The two banks announced Thursday that they’ve entered into a definitive merger agreement, valued at nearly $209 million in stock, to create an organization with about $12 billion in assets. In a news release, Iselin-based Provident said the move would allow it to “cross the $10 billion asset threshold in a meaningful way” and combine two high-performing companies with complementary geographies and business lines.
For instance, the merger provides Provident with entry into markets in Bergen County and Astoria, New York. The transaction is expected to close in the third quarter.
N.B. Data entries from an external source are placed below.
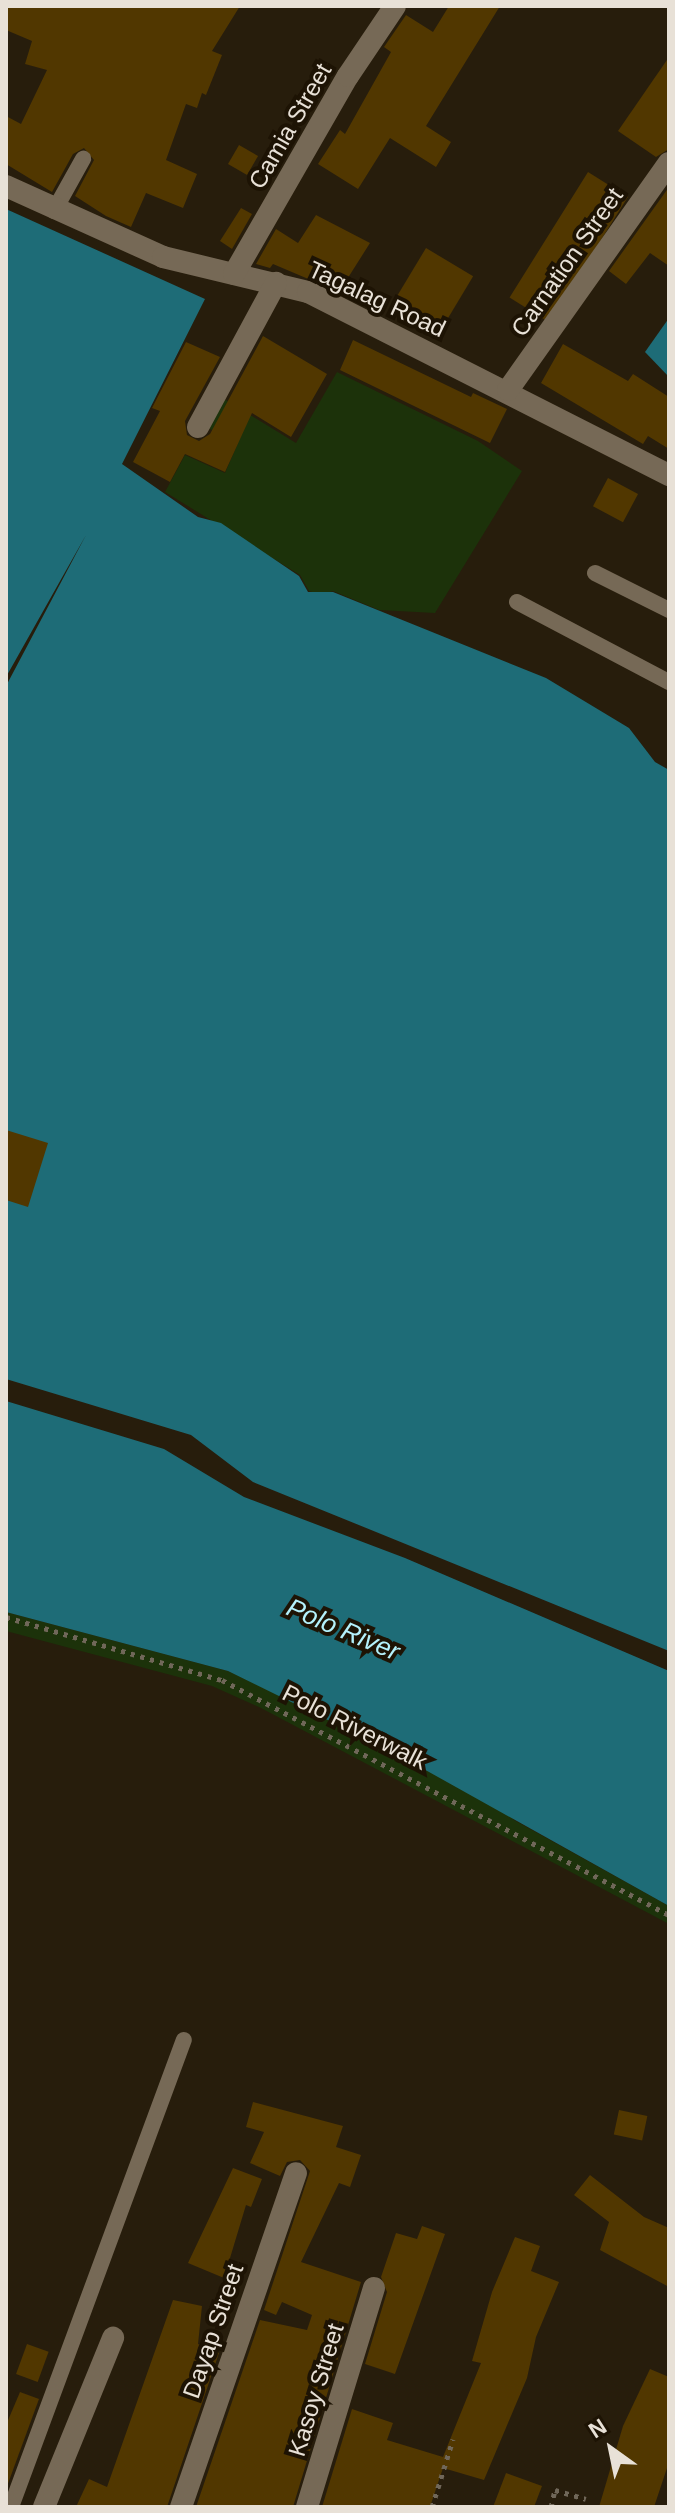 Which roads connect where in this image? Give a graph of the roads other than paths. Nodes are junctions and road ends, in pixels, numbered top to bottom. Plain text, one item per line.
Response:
1 (395, 6) edge
2 (83, 159) dead end
3 (669, 163) edge
4 (6, 186) edge
5 (54, 211) junction
6 (234, 274) junction
7 (276, 283) junction
8 (508, 390) junction
9 (198, 427) dead end
10 (669, 475) edge
11 (595, 573) dead end
12 (517, 602) dead end
13 (669, 610) edge
14 (669, 682) edge
15 (184, 2040) dead end
16 (296, 2173) dead end
17 (374, 2288) dead end
18 (113, 2338) dead end
19 (11, 2507) edge
20 (44, 2507) edge
21 (181, 2507) edge
22 (307, 2507) edge

1 - 6 street, Camia Street
2 - 5 lane
3 - 8 street, Carnation Street
4 - 5 street, Tagalag Road
5 - 6 street, Tagalag Road
6 - 7 street, Tagalag Road
7 - 8 street, Tagalag Road
7 - 9 street
8 - 10 street, Tagalag Road
11 - 13 lane
12 - 14 lane
15 - 19 lane
16 - 21 street, Dayap Street
17 - 22 street, Kasoy Street
18 - 20 street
“We are excited about our partnership with SB One,” said Christopher Martin, Provident’s chairman and CEO. “This business combination provides attractive financial attributes to shareholders of both Provident and SB One. At $12 billion in assets, the combined company comfortably surpasses the $10 billion asset threshold and provides Provident a clear management succession plan with the addition of a very skilled leader and banker in Tony Labozzetta, who will serve as President and Chief Operating Officer of the combined company.”
Provident will acquire all outstanding shares of SB One in exchange for common shares of Provident, the news release said. The exchange ratio will be fixed at 1.357 Provident shares for each share of SB One, resulting in an aggregate transaction value of roughly $208.9 million, based on Provident’s closing stock price on March 11.
The transaction consideration is presently valued at $22.09 per share for SB One shareholders.
“Provident and SB One are two healthy and vibrant financial institutions who will be even stronger as one,” said Edward J. Leppert, board chairman of SB One. “This merger makes strategic, cultural and fiscal sense. We could not be happier about becoming part of the Provident family and look forward to the many benefits this union will have for our customers, employees, and shareholders.”
Labozzetta, SB One’s CEO and president, added: “The merger between our two companies creates the size and scale necessary to compete in the markets that we serve. I am excited to help lead the franchise into the future with talented bankers from both of our organizations.”
The merger is subject to satisfaction of customary closing conditions, including receipt of required regulatory approvals and approval by the shareholders of SB One, the news release said. The banks also noted that Labozzetta and two additional SB One directors will join the boards of directors of Provident and Provident Bank
Piper Sandler & Co. served as financial adviser and Luse Gorman PC provided legal counsel to Provident. Keefe, Bruyette & Woods, A Stifel Company, served as financial adviser and Hogan Lovells US LLP served as legal counsel to SB One.